Asberg A, Berg K J, Hartmann A
Laboratory for Renal Physiology, The National Hospital, Oslo, N-0027, Norway.
Microvasc Res. 2000 Sep;60(2):81-90. doi: 10.1006/mvre.2000.2247.
Both impaired and enhanced microvascular function have been described in humans on cyclosporin A (CsA) therapy. In the present study we investigated the acute microvascular effects of a single CsA administration in renal transplant recipients on maintenance CsA therapy. Fourteen renal transplant recipients, median age 48 years (range 24-63 years), transplanted 4-12 weeks earlier, were included in this placebo-controlled, double-blinded, crossover study. All recipients had stable renal function; median serum creatinine was 116 micromol/L (range 80-184 micromol/L). Immunosuppressive therapy consisted of CsA, prednisolone, and either azathioprine or mycophenolate. Microvascular function was assessed by laser Doppler flowmetry in combination with acetylcholine (endothelium dependent) stimulation and the postocclusive reactive hyperemia test. Measurements were performed before (control) and 2.5 h following administration of CsA (Neoral) or matching placebo and repeated with reversed medication after at least 6 days. Vasodilative responses to acetylcholine stimulation were significantly higher following CsA ingestion compared with placebo. The mean change in AUC(1.5) (area under the flux versus time curve) from control to 2.5 h was 100 +/-145 for CsA and -292 +/- 140 AU x min for placebo (P = 0.047, n = 10). The postocclusive hyperemic response AUC(rh) was also significantly higher following CsA intake (39 +/- 4 AU x min) compared to placebo (30 +/- 4 AU x min) (P = 0.006, n = 12). This study shows that each dose of CsA induces a transient increase in skin microvascular reactivity in renal transplant recipients. We speculate that this might be due to the potentiation of one or several endothelial-dependent compensatory vasodilative mechanisms in the microvascular bed.

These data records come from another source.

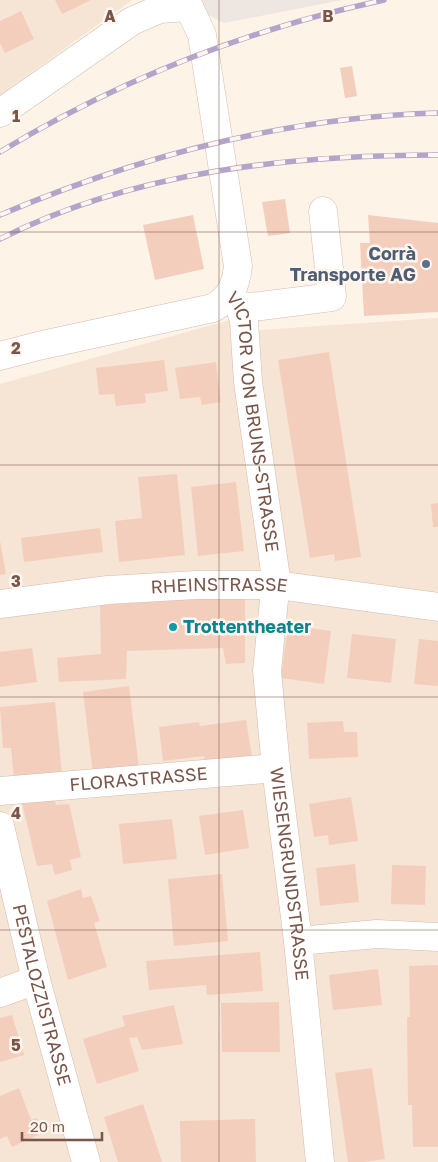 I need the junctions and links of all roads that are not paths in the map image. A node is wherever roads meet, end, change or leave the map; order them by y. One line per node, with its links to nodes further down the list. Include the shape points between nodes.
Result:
1 (192, 4): 2 (street); 5 (street, VICTOR VON BRUNS-STRASSE, via 202,35 238,266)
2 (128, 10): 3 (street)
3 (0, 113)
4 (323, 211): 5 (street, via 332,297 261,306)
5 (235, 300): 6 (street, via 213,308); 7 (street, VICTOR VON BRUNS-STRASSE, via 244,321 248,382)
6 (0, 356)
7 (277, 585): 8 (street, RHEINSTRASSE, via 196,584 108,590); 9 (street, RHEINSTRASSE); 10 (street, WIESENGRUNDSTRASSE, via 267,671)
8 (0, 604)
9 (438, 607)
10 (276, 768): 11 (street, FLORASTRASSE); 14 (street, WIESENGRUNDSTRASSE)
11 (0, 791)
12 (0, 826): 15 (street, PESTALOZZISTRASSE)
13 (438, 937): 14 (street, via 377,934)
14 (298, 941): 18 (street, WIESENGRUNDSTRASSE)
15 (36, 980): 16 (street); 17 (street, PESTALOZZISTRASSE)
16 (0, 993)
17 (86, 1162)
18 (320, 1162)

在接受环孢素A(CsA)治疗的人类患者中,已观察到微血管功能受损和增强的情况。在本研究中,我们调查了单次给予CsA对接受维持性CsA治疗的肾移植受者微血管的急性影响。14名肾移植受者纳入了这项安慰剂对照、双盲、交叉研究,他们的年龄中位数为48岁(范围24 - 63岁),移植时间在4 - 12周前。所有受者肾功能稳定;血清肌酐中位数为116微摩尔/升(范围80 - 184微摩尔/升)。免疫抑制治疗包括CsA、泼尼松龙以及硫唑嘌呤或霉酚酸酯。通过激光多普勒血流仪结合乙酰胆碱(内皮依赖性)刺激和闭塞后反应性充血试验来评估微血管功能。在给予CsA(新山地明)或匹配的安慰剂之前(对照)和给药后2.5小时进行测量,并在至少6天后更换药物重复测量。与安慰剂相比,摄入CsA后对乙酰胆碱刺激的血管舒张反应显著更高。从对照到2.5小时,CsA组的AUC(1.5)(通量与时间曲线下面积)平均变化为100±145,安慰剂组为 - 292±140 AU·min(P = 0.047,n = 10)。与安慰剂(30±4 AU·min)相比,摄入CsA后闭塞后充血反应AUC(rh)也显著更高(39±4 AU·min)(P = 0.006,n = 12)。本研究表明,每次给予CsA都会导致肾移植受者皮肤微血管反应性短暂增加。我们推测这可能是由于微血管床中一种或几种内皮依赖性代偿性血管舒张机制的增强。